## INPUT RECORDS
━━━━━━━━━━━━━━━━━━━━

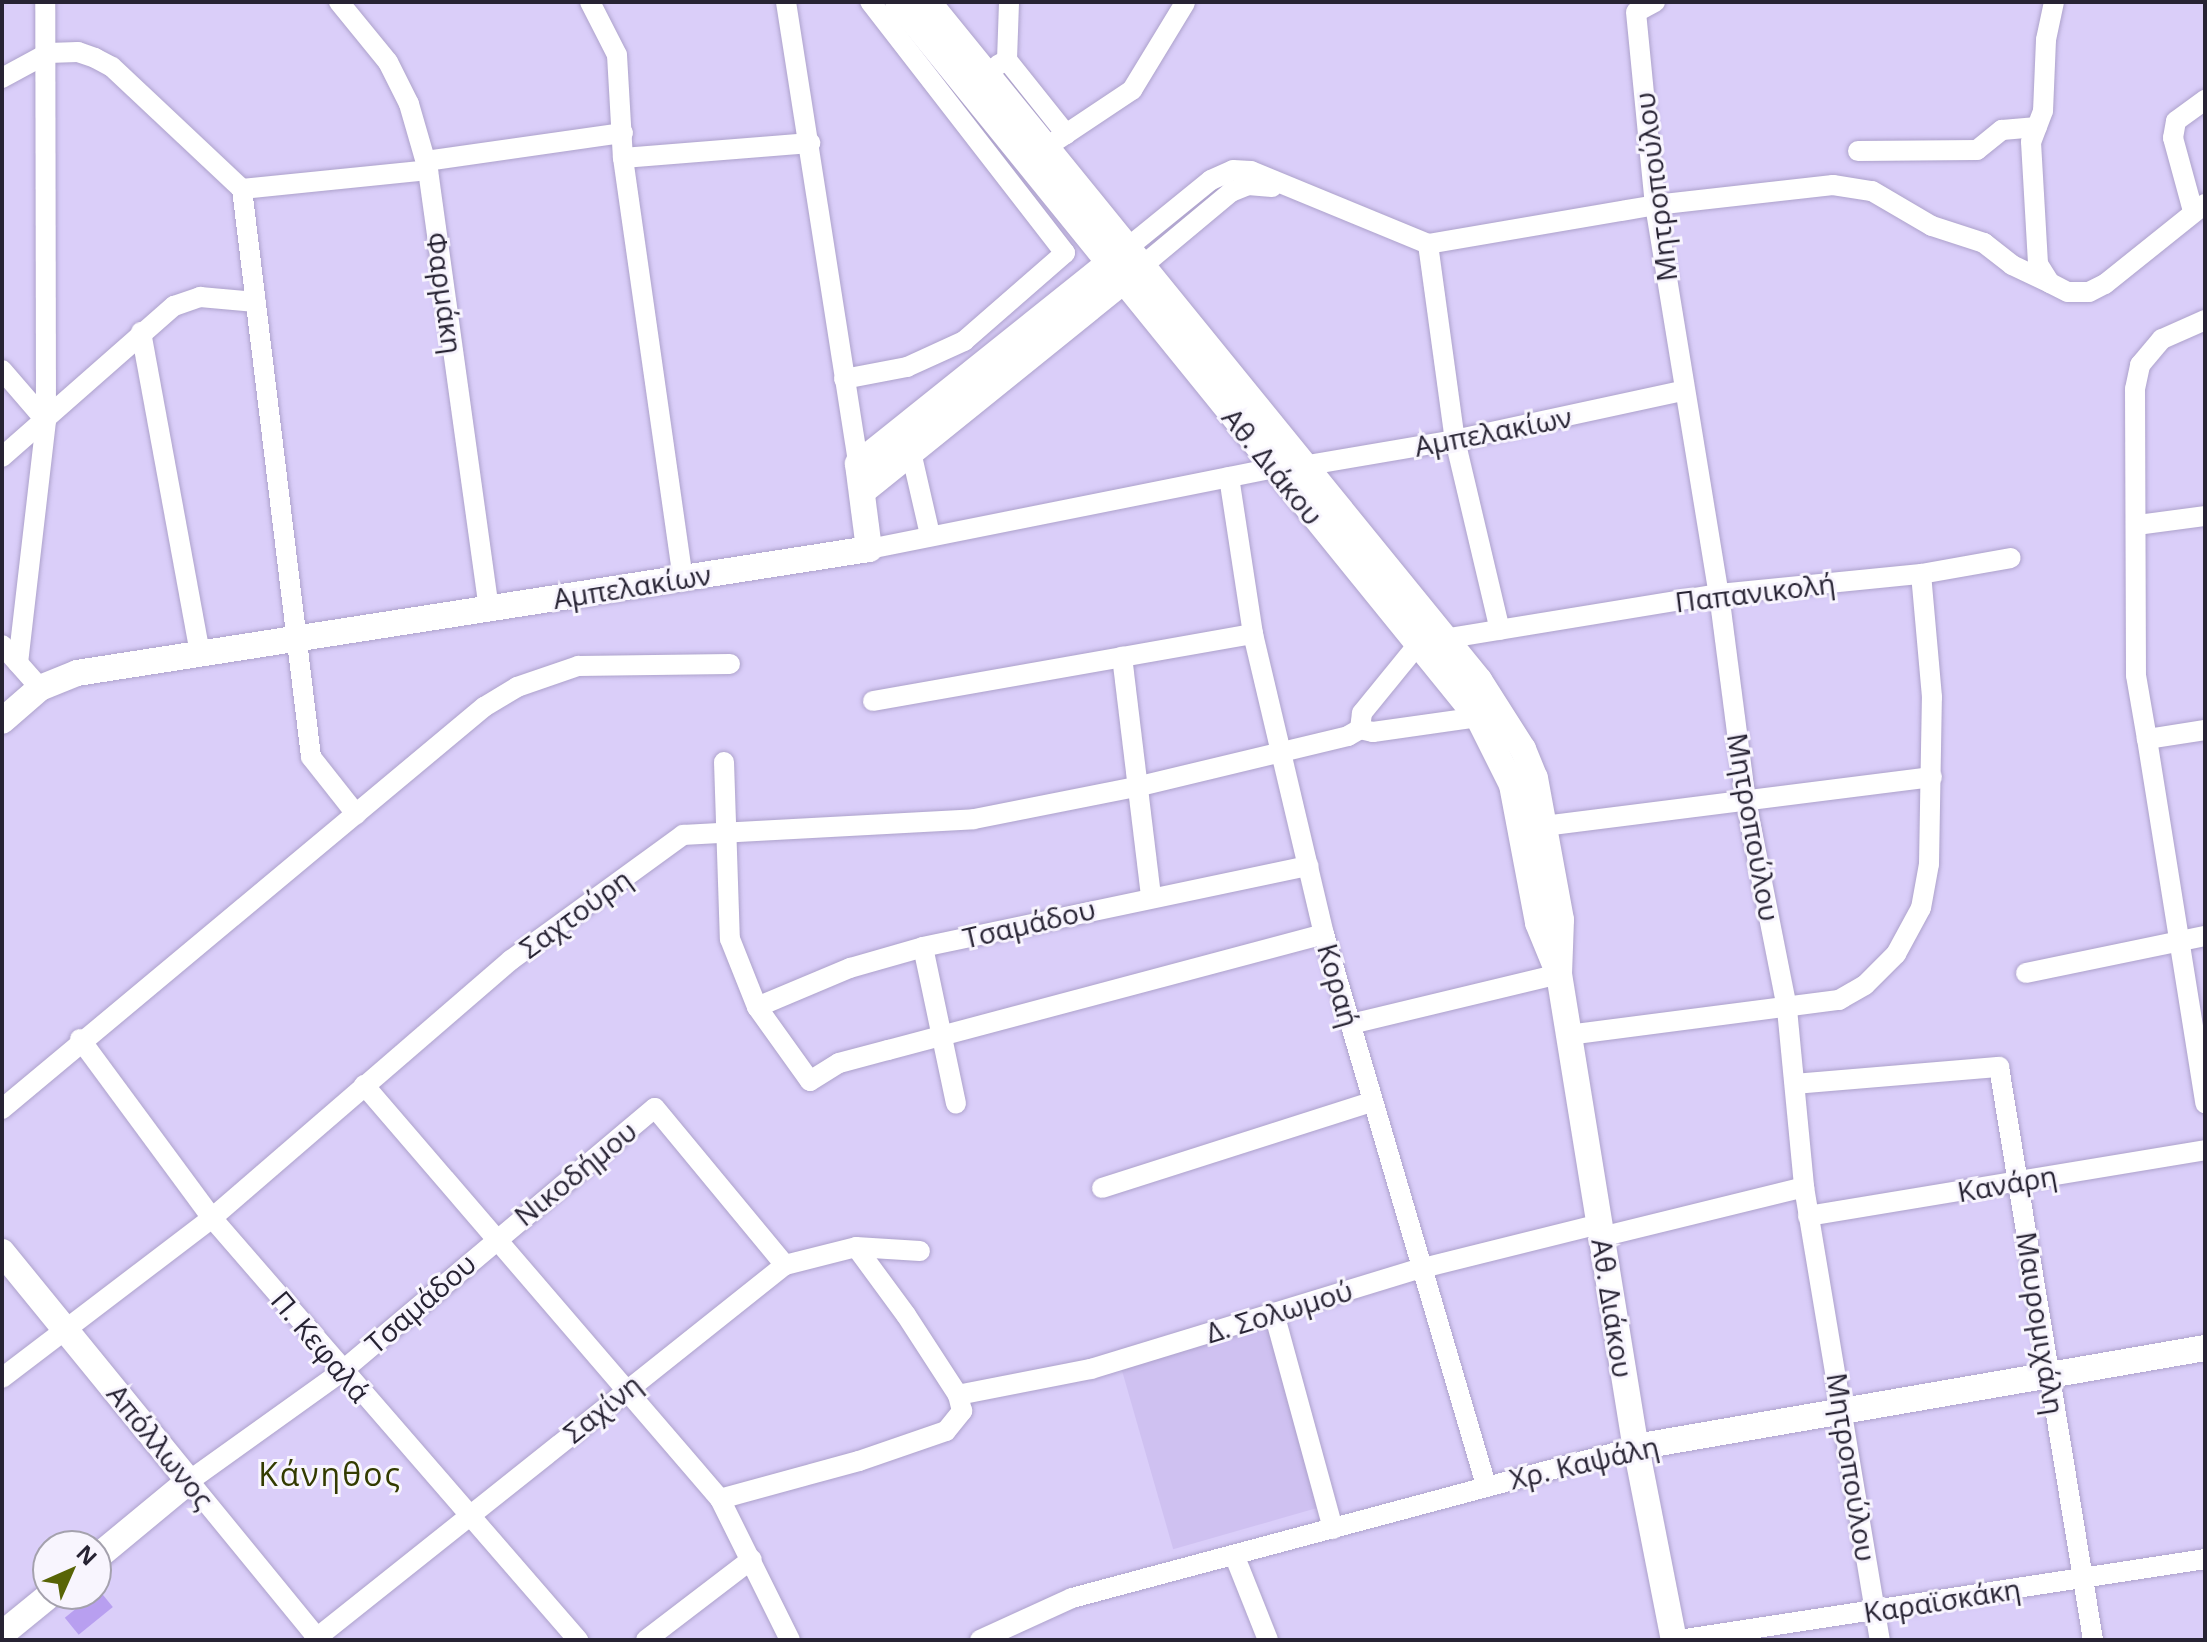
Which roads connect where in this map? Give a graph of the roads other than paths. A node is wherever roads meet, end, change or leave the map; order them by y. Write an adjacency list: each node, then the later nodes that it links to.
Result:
1 (45, 2): 12 (street)
2 (339, 2): 22 (street, Φαρμάκη)
3 (590, 2): 17 (street)
4 (786, 2): 19 (street)
5 (870, 2): 33 (street)
6 (898, 2): 27 (street, Αθ. Διάκου)
7 (928, 2): 13 (street, Αθ. Διάκου)
8 (1009, 2): 13 (street)
9 (1655, 2): 24 (street, Μητροπούλου)
10 (2054, 2): 16 (street)
11 (1185, 3): 18 (street)
12 (48, 53): 14 (street); 23 (street); 35 (street)
13 (995, 66): 18 (street, Αθ. Διάκου)
14 (2, 78)
15 (2205, 100): 25 (street)
16 (2037, 127): 20 (street); 28 (street)
17 (623, 133): 21 (street); 22 (street)
18 (1056, 141): 27 (street, Αθ. Διάκου)
19 (810, 143): 21 (street); 33 (street)
20 (1858, 151)
21 (623, 158): 50 (street)
22 (427, 165): 23 (street); 52 (street, Φαρμάκη)
23 (242, 189): 29 (street)
24 (1655, 205): 26 (street); 28 (street); 34 (street, Μητροπούλου)
25 (2199, 208): 28 (street)
26 (1428, 244): 27 (street); 36 (street)
27 (1124, 265): 37 (street); 39 (street); 40 (street, Αθ. Διάκου); 41 (street, Αθ. Διάκου)
28 (2050, 283)
29 (256, 302): 31 (street); 55 (street)
30 (2205, 320): 45 (street)
31 (141, 332): 35 (street); 59 (street)
32 (2, 370): 35 (street)
33 (844, 379): 39 (street)
34 (1682, 391): 36 (street, Αμπελακίων); 51 (street, Μητροπούλου)
35 (46, 421): 38 (street); 61 (street)
36 (1455, 440): 40 (street, Αμπελακίων); 53 (street)
37 (911, 452): 43 (street); 46 (street)
38 (2, 457)
39 (858, 464): 43 (street)
40 (1303, 466): 56 (street, Αθ. Διάκου)
41 (1274, 468): 42 (street, Αμπελακίων); 57 (street, Αθ. Διάκου)
42 (1229, 477): 46 (street, Αμπελακίων); 54 (street, Κοραή)
43 (862, 492): 47 (street)
44 (2205, 516): 45 (street)
45 (2137, 525): 69 (street)
46 (930, 535): 47 (street, Αμπελακίων)
47 (869, 549): 50 (street, Αμπελακίων)
48 (2011, 558): 49 (street, Παπανικολή)
49 (1921, 574): 51 (street, Παπανικολή); 72 (street)
50 (683, 578): 52 (street, Αμπελακίων)
51 (1719, 594): 53 (street, Παπανικολή); 74 (street, Μητροπούλου)
52 (489, 608): 55 (street, Αμπελακίων)
53 (1500, 630): 56 (street, Παπανικολή)
54 (1253, 634): 60 (street); 70 (street, Κοραή)
55 (295, 639): 59 (street, Αμπελακίων); 75 (street)
56 (1446, 639): 57 (street, Παπανικολή); 76 (street, Αθ. Διάκου)
57 (1419, 643): 65 (street, Αθ. Διάκου); 67 (street)
58 (2, 645): 61 (street)
59 (200, 654): 63 (street, Αμπελακίων)
60 (1122, 657): 64 (street); 73 (street)
61 (18, 663): 63 (street)
62 (730, 664): 75 (street)
63 (40, 688): 66 (street, Αμπελακίων)
64 (873, 701)
65 (1478, 717): 67 (street, Σαχτούρη); 85 (street, Αθ. Διάκου)
66 (2, 721)
67 (1360, 729): 70 (street, Σαχτούρη)
68 (2205, 730): 69 (street)
69 (2156, 738): 82 (street)
70 (1280, 750): 73 (street, Σαχτούρη); 78 (street, Κοραή)
71 (724, 762): 77 (street)
72 (1932, 777): 74 (street); 87 (street)
73 (1136, 787): 77 (street, Σαχτούρη); 79 (street)
74 (1746, 801): 76 (street); 87 (street, Μητροπούλου)
75 (356, 814): 91 (street)
76 (1544, 826): 85 (street, Αθ. Διάκου)
77 (728, 833): 86 (street); 93 (street, Σαχτούρη)
78 (1309, 866): 79 (street, Τσαμάδου); 80 (street, Κοραή)
79 (1151, 896): 83 (street, Τσαμάδου)
80 (1324, 934): 88 (street, Κοραή); 90 (street)
81 (2205, 936): 82 (street)
82 (2183, 940): 84 (street); 95 (street)
83 (923, 947): 86 (street, Τσαμάδου); 90 (street)
84 (2026, 973)
85 (1559, 974): 88 (street); 89 (street, Αθ. Διάκου)
86 (757, 1007): 90 (street)
87 (1787, 1009): 89 (street); 92 (street, Μητροπούλου)
88 (1351, 1024): 94 (street, Κοραή)
89 (1568, 1035): 104 (street, Αθ. Διάκου)
90 (942, 1037): 96 (street)
91 (80, 1039): 97 (street); 103 (street, Π. Κεφαλά)
92 (1795, 1084): 99 (street, Μαυρομιχάλη); 100 (street, Μητροπούλου)
93 (364, 1085): 103 (street, Σαχτούρη); 105 (street)
94 (1369, 1103): 101 (street); 110 (street, Κοραή)
95 (2205, 1103)
96 (956, 1104)
97 (2, 1109)
98 (2205, 1150): 99 (street, Κανάρη)
99 (2017, 1181): 102 (street, Κανάρη); 115 (street, Μαυρομιχάλη)
100 (1804, 1187): 102 (street, Μητροπούλου); 104 (street)
101 (1102, 1188)
102 (1808, 1216): 119 (street, Μητροπούλου)
103 (212, 1218): 112 (street, Σαχτούρη); 114 (street, Π. Κεφαλά)
104 (1600, 1231): 110 (street, Δ. Σολωμού); 120 (street, Αθ. Διάκου)
105 (495, 1238): 109 (street, Νικοδήμου); 114 (street, Τσαμάδου); 117 (street)
106 (856, 1247): 107 (street, Σαχίνη); 109 (street, Σαχίνη); 118 (street)
107 (920, 1251)
108 (2, 1252): 112 (street, Απόλλωνος)
109 (785, 1265): 117 (street, Σαχίνη)
110 (1419, 1269): 111 (street, Δ. Σολωμού); 122 (street, Κοραή)
111 (1274, 1313): 118 (street, Δ. Σολωμού); 125 (street)
112 (65, 1329): 116 (street, Σαχτούρη); 121 (street, Απόλλωνος)
113 (2205, 1348): 115 (street, Χρ. Καψάλη)
114 (341, 1372): 121 (street, Τσαμάδου); 124 (street, Π. Κεφαλά)
115 (2051, 1375): 119 (street, Χρ. Καψάλη); 130 (street, Μαυρομιχάλη)
116 (2, 1378)
117 (623, 1390): 123 (street); 124 (street, Σαχίνη)
118 (960, 1403): 123 (street, Δ. Σολωμού)
119 (1844, 1411): 120 (street, Χρ. Καψάλη); 132 (street, Μητροπούλου)
120 (1636, 1447): 122 (street, Χρ. Καψάλη); 140 (street, Αθ. Διάκου)
121 (189, 1481): 126 (street); 135 (street, Απόλλωνος)
122 (1486, 1485): 125 (street, Χρ. Καψάλη)
123 (720, 1499): 128 (street)
124 (470, 1517): 135 (street, Σαχίνη); 136 (street, Π. Κεφαλά)
125 (1333, 1529): 127 (street, Χρ. Καψάλη)
126 (112, 1545)
127 (1235, 1557): 134 (street, Χρ. Καψάλη); 139 (street)
128 (752, 1559): 137 (street); 138 (street)
129 (2205, 1559): 130 (street, Καραϊσκάκη)
130 (2082, 1578): 132 (street, Καραϊσκάκη); 142 (street, Μαυρομιχάλη)
131 (32, 1610): 133 (street)
132 (1874, 1610): 140 (street, Καραϊσκάκη); 141 (street, Μητροπούλου)
133 (2, 1634)
134 (989, 1638)
135 (317, 1639)
136 (578, 1640)
137 (646, 1640)
138 (790, 1640)
139 (1268, 1640)
140 (1676, 1640)
141 (1880, 1640)
142 (2093, 1640)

━━━━━━━━━━━━━━━━━━━━

## TASK STATEMENT
Copy each line of the records containing the string "Σαχτούρη".

## RESULT
65 (1478, 717): 67 (street, Σαχτούρη); 85 (street, Αθ. Διάκου)
67 (1360, 729): 70 (street, Σαχτούρη)
70 (1280, 750): 73 (street, Σαχτούρη); 78 (street, Κοραή)
73 (1136, 787): 77 (street, Σαχτούρη); 79 (street)
77 (728, 833): 86 (street); 93 (street, Σαχτούρη)
93 (364, 1085): 103 (street, Σαχτούρη); 105 (street)
103 (212, 1218): 112 (street, Σαχτούρη); 114 (street, Π. Κεφαλά)
112 (65, 1329): 116 (street, Σαχτούρη); 121 (street, Απόλλωνος)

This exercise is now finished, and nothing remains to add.